Auf Heavy Rain freue ich mich besonders. Endlich mal wieder ein vielversprechnder Titel für die PS3!
Kristin
28. Januar 2010 um 11:31 Uhr (#3)
Oh man. Die Sims können sich wenigstens alleine abtrocknen. XD
Ben
28. Januar 2010 um 11:32 Uhr (#4)
Der Vergleich sollte sich eigentlich auf das Gameplay beziehen(siehe Video), nicht auf die Klassifikation "interaktiver Film". Aus dem Kontext wird das eigentlich klar.. Da hat der Korrekturleser wohl meine falsche Formulierung auf Kosten von Sinn, zugunsten Meckerns übersehen.
Rian
28. Januar 2010 um 11:56 Uhr (#5)
Man vergleicht Shenmue einfach nicht. Shenmue ist DAS Spiel. Neben Shenmue gibt es keine anderen Spiele!
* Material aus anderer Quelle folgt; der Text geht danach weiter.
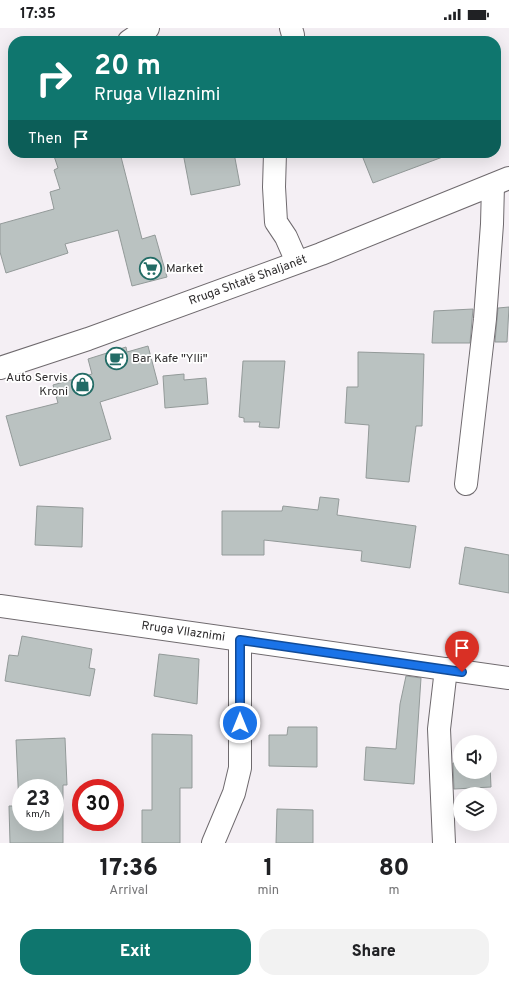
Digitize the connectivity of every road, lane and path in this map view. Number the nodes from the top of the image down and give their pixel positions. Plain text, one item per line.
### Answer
1 (148, 28) edge
2 (136, 36) edge
3 (275, 158) edge
4 (501, 181) edge
5 (297, 262) junction
6 (0, 368) edge
7 (466, 484) dead end
8 (0, 606) edge
9 (240, 640) junction
10 (446, 670) junction
11 (509, 678) edge
12 (213, 843) edge
13 (444, 843) edge

1 - 2 street
3 - 5 street
4 - 5 street, Rruga Shtatë Shaljanët
4 - 7 street, Rruga Shtatë Shaljanët
5 - 6 street, Rruga Shtatë Shaljanët
8 - 9 street, Rruga Vllaznimi
9 - 10 street, Rruga Vllaznimi
9 - 12 street
10 - 11 street, Rruga Vllaznimi
10 - 13 street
Aber mal ganz davon ab: Es ist total albern, wie man jeden kleinen Mist mit Schütteln des Controllers machen muss, aber nicht das Fernlenkauto selbst steuern darf!
Ben
28. Januar 2010 um 15:37 Uhr (#6)
Aber genau solche Passagen meine ich eben! :P Habe mal im entsprechenden Absatz "Genre" auf "Gameplay" geändert, so drückt es aus, was ich meine.
Phno
28. Januar 2010 um 19:44 Uhr (#7)
Wie ihr euch hier unterhaltet, obwohl ihr euch mit Faustschlägen direkt den Rest geben könntet!
Rian
28. Januar 2010 um 20:45 Uhr (#8)
Faustschläge hebe ich mir für die Gelegenheiten auf, in denen Shenmue direkt beleidigt wird.
Ben
28. Januar 2010 um 20:49 Uhr (#9)
Eigentlich habe ich indirekt ja auch nur gesagt, dass Shenmue das Trinken aus Tetrapacks in Spielen bereits erfunden hat!